Supplied records Block Start

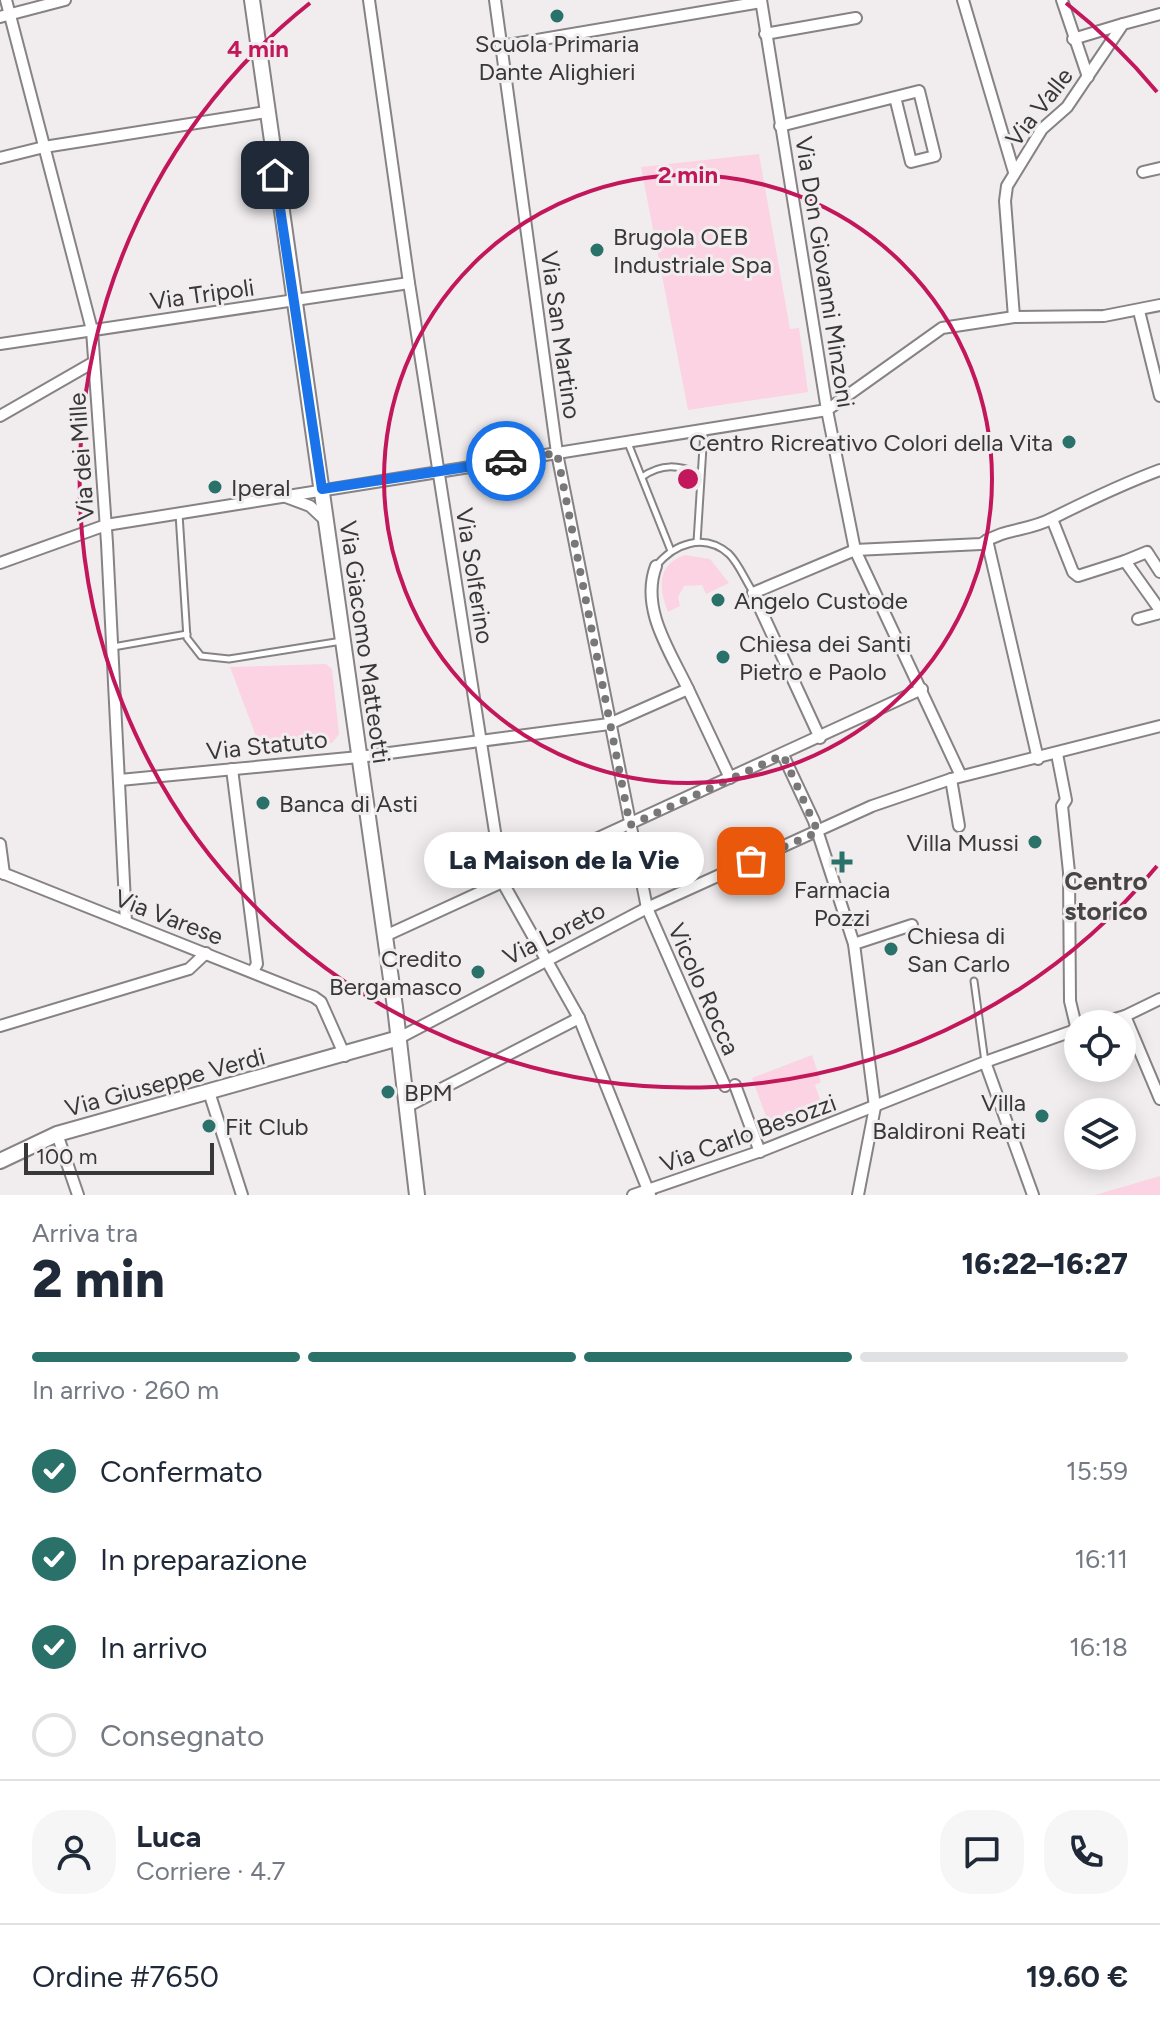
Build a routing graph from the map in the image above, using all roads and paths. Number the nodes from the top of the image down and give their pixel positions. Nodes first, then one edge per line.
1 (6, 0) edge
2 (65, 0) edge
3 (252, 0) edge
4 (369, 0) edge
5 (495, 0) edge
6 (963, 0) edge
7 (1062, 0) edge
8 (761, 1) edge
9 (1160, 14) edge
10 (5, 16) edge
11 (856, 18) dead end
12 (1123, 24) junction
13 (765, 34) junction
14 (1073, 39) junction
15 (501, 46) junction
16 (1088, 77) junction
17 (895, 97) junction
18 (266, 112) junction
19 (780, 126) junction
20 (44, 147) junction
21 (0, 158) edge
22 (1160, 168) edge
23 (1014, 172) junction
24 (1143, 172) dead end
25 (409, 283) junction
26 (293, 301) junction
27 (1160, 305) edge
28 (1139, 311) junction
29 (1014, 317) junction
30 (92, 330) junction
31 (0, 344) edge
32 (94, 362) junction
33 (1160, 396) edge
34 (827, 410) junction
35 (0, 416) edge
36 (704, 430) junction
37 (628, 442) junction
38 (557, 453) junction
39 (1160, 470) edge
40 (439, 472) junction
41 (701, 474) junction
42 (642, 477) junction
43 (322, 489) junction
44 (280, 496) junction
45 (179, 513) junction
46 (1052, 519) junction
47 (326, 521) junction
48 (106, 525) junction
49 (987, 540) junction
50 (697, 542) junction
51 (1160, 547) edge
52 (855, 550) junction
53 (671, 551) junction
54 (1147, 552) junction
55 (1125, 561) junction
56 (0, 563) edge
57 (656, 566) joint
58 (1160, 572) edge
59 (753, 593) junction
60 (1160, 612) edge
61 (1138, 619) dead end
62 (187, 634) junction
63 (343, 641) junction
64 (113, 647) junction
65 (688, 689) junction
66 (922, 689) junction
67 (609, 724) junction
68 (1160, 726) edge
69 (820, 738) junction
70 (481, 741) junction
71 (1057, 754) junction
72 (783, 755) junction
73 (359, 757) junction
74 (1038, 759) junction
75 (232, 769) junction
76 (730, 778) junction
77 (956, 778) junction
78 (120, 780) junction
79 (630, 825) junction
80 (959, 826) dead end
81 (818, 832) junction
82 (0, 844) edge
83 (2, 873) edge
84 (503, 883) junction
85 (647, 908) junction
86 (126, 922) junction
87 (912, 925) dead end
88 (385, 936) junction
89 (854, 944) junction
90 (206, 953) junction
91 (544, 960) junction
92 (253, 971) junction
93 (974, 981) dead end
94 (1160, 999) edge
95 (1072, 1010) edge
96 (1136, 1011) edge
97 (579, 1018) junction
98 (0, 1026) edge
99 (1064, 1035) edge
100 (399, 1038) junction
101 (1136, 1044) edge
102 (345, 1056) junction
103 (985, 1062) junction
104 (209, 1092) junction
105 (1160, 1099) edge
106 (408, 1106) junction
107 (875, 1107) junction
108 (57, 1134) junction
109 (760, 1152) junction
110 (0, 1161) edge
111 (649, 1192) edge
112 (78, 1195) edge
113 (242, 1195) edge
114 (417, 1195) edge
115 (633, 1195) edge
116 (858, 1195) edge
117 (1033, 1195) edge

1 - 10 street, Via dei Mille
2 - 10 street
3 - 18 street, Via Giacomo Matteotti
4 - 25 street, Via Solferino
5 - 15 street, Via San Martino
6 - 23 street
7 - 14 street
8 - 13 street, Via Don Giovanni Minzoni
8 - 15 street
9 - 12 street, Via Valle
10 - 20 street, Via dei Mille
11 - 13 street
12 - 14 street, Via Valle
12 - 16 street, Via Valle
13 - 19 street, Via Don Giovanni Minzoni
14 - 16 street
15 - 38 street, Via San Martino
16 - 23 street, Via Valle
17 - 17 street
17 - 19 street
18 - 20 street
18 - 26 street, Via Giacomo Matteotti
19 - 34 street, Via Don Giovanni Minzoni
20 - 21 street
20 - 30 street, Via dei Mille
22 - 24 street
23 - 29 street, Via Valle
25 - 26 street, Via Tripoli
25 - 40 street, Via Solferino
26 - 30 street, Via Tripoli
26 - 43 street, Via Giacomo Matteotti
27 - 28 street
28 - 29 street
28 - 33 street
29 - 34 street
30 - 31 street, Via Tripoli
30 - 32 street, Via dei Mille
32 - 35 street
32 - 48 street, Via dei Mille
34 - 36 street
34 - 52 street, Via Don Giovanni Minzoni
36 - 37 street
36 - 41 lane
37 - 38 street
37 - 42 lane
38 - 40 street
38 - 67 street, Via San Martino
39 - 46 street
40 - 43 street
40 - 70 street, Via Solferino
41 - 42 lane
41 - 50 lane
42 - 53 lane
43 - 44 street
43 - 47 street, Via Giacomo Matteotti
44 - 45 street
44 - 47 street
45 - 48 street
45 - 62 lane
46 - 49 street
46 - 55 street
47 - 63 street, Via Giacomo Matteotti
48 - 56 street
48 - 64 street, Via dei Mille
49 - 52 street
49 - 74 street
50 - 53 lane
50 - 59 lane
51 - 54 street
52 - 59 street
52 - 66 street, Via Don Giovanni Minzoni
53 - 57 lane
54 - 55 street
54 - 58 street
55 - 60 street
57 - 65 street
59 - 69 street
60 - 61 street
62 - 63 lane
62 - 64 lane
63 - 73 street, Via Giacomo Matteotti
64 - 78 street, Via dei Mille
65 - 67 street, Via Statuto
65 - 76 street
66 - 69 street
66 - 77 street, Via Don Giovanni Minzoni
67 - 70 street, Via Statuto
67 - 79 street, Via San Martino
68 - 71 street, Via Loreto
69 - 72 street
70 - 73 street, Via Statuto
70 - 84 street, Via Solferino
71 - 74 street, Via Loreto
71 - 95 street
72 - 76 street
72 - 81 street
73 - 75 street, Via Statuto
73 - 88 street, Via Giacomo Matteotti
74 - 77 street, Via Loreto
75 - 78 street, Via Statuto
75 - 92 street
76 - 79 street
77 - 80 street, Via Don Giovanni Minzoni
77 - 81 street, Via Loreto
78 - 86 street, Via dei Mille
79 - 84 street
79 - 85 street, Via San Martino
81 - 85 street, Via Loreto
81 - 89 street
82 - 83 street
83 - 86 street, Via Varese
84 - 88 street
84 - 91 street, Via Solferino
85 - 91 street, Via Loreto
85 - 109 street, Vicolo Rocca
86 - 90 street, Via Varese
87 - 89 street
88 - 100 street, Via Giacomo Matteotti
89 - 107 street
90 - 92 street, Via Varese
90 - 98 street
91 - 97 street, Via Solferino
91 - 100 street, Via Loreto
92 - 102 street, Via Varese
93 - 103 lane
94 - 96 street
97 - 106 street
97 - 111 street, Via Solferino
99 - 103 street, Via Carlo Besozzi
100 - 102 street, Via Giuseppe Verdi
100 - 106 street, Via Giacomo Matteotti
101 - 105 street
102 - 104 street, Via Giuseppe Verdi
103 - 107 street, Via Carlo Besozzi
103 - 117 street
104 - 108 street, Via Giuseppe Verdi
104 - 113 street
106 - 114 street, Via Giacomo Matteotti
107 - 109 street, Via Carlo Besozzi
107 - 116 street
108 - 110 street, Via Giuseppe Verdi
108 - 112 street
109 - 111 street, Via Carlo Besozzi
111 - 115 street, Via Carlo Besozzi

Supplied records Block End

• **Exercise objective**
Among the lines above, count those containing the string "Besozzi"; please give the count alone.

• **Result of this exercise**
5